September 11th created an instant crisis with a special political environment where the President, regardless of his previous popularity or ability, had a very high probability of uniting the public and elected leaders of both parties behind his program. In a crisis it is easier to build and gain consensus on a rapid basis. A crisis today and a quick bi-partisan solution tomorrow, is a frequent pattern in American politics.

Social Security and Private Accounts Roll-out

After re-election in 2004 the White House drummed on the “political capital” and “public mandate” message line. Given the success of the President since 9/11 and his re-election this was a very reasonable strategy to pave the way for legacy programs for the Bush Presidency with a second four year term and a Republican majority in Congress.

Social Security and private accounts were cast onto the political stage without an imminent crisis. Bush strategists tried mightily to foment a crisis in the minds of Americans, but it did not resonate because the actual fiscal crisis was a decade or more in the future. After the initial failure of private accounts to catch fire White House strategists sent the President on the road to hammer home the message. Little traction was gained by the President’s massive “60 Day-60 City” campaign effort. Detractors of the President’s plan with few resources easily undermined the Social Security reform and private accounts proposal.

Whether one likes the President’s ideas on Social Security and private accounts or not the end result is reminiscent of the Clinton 1993 health care reform debacle. Regardless of whether there are real problems with Social Security or not the debate is now very polarized and partisan positions have been staked in the turf.

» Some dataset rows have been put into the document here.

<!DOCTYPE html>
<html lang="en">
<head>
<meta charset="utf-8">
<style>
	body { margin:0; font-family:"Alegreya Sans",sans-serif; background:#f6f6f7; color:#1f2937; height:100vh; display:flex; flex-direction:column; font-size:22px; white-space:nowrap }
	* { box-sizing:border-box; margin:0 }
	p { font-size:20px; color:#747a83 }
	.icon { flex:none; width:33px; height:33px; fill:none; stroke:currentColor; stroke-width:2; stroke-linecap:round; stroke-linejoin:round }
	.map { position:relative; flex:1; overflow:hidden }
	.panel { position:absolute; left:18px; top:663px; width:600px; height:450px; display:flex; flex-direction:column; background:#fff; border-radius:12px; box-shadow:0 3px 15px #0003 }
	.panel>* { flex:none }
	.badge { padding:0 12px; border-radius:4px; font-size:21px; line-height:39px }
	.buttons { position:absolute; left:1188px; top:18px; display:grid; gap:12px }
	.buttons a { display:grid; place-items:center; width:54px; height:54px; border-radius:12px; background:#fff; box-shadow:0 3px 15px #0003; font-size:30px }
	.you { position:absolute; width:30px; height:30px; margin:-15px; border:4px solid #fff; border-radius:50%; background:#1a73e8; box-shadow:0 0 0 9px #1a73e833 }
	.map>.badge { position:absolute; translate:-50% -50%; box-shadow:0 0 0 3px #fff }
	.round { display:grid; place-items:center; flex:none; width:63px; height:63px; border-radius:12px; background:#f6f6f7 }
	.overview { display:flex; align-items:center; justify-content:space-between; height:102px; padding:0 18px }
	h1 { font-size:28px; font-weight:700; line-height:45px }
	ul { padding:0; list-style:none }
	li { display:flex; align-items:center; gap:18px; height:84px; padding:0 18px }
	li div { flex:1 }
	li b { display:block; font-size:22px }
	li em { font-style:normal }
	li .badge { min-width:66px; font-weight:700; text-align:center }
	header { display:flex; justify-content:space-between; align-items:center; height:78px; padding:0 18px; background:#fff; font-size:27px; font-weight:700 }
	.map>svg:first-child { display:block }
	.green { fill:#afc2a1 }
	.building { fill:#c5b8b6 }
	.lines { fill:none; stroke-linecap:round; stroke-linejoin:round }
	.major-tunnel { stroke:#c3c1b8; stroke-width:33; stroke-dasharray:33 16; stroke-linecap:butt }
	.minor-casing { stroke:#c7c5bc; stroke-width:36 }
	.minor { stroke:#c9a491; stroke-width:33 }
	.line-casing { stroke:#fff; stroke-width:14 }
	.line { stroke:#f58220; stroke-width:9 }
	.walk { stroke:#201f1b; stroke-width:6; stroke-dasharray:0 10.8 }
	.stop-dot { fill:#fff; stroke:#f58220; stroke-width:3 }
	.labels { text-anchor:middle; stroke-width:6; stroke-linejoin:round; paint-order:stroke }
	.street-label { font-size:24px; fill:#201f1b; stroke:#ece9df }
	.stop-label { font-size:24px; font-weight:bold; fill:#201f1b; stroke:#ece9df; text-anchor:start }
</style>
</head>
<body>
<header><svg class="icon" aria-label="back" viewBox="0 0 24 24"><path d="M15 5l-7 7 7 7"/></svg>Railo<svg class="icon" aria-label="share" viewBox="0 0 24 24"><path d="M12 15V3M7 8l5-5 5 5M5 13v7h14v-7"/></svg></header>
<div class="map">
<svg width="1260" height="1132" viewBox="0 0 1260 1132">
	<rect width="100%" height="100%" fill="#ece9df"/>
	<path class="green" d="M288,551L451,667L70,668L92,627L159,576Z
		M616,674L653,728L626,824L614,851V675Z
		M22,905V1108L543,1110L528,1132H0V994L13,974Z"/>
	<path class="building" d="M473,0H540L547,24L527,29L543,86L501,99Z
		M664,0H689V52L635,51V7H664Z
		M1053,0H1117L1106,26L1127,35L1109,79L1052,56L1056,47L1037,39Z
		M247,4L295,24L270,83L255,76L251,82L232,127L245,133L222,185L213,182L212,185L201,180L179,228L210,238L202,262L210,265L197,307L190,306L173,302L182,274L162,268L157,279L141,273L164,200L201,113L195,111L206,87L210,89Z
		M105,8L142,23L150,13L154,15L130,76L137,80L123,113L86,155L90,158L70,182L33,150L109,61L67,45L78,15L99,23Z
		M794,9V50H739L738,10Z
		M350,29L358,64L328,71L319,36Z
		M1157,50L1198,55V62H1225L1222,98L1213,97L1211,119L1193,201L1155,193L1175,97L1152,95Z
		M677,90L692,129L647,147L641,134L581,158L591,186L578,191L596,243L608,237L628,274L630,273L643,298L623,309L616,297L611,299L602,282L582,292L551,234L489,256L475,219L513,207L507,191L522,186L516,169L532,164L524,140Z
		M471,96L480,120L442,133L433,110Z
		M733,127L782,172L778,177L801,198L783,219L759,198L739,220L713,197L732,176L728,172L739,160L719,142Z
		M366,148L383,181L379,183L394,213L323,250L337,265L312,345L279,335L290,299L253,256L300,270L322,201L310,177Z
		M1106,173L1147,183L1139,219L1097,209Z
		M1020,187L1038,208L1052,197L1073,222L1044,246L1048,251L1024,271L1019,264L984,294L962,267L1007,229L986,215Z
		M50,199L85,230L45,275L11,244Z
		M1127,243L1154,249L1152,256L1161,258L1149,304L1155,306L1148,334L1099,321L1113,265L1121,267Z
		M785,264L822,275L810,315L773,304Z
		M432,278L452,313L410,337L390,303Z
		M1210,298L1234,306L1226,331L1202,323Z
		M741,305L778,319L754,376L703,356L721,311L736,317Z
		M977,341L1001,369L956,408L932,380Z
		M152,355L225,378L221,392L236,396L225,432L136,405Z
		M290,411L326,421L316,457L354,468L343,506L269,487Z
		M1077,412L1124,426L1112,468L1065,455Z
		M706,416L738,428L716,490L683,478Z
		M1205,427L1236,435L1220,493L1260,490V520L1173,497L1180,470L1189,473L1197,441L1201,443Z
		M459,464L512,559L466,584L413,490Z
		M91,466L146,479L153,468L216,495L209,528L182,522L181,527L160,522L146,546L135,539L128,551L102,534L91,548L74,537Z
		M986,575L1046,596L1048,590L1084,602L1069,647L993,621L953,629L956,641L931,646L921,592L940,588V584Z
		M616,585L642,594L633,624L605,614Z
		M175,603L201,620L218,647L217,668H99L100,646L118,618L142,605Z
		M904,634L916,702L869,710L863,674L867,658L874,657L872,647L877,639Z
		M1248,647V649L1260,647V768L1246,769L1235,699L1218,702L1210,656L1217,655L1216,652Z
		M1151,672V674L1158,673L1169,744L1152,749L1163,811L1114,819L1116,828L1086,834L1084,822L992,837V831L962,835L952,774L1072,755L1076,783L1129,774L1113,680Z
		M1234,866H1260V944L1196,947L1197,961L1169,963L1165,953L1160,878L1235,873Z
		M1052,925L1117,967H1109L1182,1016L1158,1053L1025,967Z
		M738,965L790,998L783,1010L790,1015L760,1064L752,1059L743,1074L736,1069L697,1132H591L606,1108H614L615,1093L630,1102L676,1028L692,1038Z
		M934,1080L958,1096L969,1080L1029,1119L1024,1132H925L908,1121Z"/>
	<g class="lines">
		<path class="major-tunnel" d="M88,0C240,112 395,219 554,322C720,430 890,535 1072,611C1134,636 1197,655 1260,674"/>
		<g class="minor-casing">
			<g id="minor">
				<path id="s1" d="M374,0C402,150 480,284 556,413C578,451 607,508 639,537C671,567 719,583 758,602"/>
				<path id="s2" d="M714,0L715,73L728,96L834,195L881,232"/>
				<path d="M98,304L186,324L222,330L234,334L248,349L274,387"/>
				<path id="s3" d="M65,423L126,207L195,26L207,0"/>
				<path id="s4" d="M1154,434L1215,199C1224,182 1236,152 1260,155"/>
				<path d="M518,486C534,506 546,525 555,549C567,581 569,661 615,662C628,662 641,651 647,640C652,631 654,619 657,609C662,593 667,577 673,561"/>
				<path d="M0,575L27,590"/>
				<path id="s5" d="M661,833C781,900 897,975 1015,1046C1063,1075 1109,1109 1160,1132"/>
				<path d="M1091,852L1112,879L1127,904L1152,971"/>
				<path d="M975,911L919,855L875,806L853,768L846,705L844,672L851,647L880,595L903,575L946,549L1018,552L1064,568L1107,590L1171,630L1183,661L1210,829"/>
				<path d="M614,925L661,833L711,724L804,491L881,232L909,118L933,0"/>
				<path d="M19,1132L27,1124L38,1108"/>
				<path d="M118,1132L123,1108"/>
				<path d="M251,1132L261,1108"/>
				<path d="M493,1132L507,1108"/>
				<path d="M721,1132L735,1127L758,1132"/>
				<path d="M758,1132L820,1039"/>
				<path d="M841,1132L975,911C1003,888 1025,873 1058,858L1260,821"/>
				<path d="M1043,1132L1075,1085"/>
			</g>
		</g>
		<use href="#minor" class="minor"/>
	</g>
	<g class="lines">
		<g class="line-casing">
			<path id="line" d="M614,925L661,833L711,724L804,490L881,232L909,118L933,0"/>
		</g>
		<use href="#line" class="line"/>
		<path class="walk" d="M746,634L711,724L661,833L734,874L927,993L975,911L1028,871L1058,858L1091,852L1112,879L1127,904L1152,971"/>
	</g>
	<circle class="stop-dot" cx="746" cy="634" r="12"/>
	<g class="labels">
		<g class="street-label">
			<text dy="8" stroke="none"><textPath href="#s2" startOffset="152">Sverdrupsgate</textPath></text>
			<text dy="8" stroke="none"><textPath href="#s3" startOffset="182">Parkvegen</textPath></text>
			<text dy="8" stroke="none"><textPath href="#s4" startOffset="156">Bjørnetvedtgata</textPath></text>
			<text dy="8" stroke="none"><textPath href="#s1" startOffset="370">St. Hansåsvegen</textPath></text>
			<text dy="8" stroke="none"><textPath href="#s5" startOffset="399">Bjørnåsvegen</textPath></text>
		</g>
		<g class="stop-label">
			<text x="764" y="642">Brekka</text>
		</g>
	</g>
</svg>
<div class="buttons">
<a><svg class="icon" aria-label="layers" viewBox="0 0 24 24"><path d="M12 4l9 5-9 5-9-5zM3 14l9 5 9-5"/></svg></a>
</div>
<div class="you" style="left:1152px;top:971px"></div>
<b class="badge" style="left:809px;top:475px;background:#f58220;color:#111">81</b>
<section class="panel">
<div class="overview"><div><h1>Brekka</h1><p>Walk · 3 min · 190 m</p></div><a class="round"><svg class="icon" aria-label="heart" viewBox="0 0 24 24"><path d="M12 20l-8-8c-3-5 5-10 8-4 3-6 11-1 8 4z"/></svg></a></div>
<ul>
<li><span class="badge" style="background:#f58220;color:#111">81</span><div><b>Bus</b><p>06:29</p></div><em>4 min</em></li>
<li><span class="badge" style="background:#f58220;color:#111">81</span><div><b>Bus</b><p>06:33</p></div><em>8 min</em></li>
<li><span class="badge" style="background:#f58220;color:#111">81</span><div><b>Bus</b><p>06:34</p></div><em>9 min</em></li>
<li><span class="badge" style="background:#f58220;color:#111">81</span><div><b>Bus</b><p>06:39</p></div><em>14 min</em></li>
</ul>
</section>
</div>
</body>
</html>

Why didn’t the White House recognize their was no immediate crisis and they would need a bi-partisan approach to solve a problem as large, complex and vexing as Social Security? Historically to tackle a major issue effecting millions of people, many entrenched interest groups and elected officials; a broad and solid political foundation must be built from the bottom up. With elections every two years in our country any major issue will be politicized before final passage and thereby chip away at a bi-partisan foundation of support.

Any substantive change in our Social Security system will have to wait until there is an immediate crisis or the advent of a political strategy that considers the reality of American centrist politics and the difficulty of passing major legislation.

Post Mortem:

February 7, 2006

With introduction of the 2007 federal budget President Bush has called for a new approach to Social Security:

“Instead of pushing last year’s Social Security overhaul proposal, the President is calling for creation of a bipartisan commission to study ways to deal with soaring spending for Social Security, Medicare and Medicaid.”

If the President can truly construct a bipartisan commission, pull in the key interest groups and operate a professional and thorough review and debate of the alternatives, this commission may be the constructive starting point. Taking on all three entitlement programs is may be overly ambitious.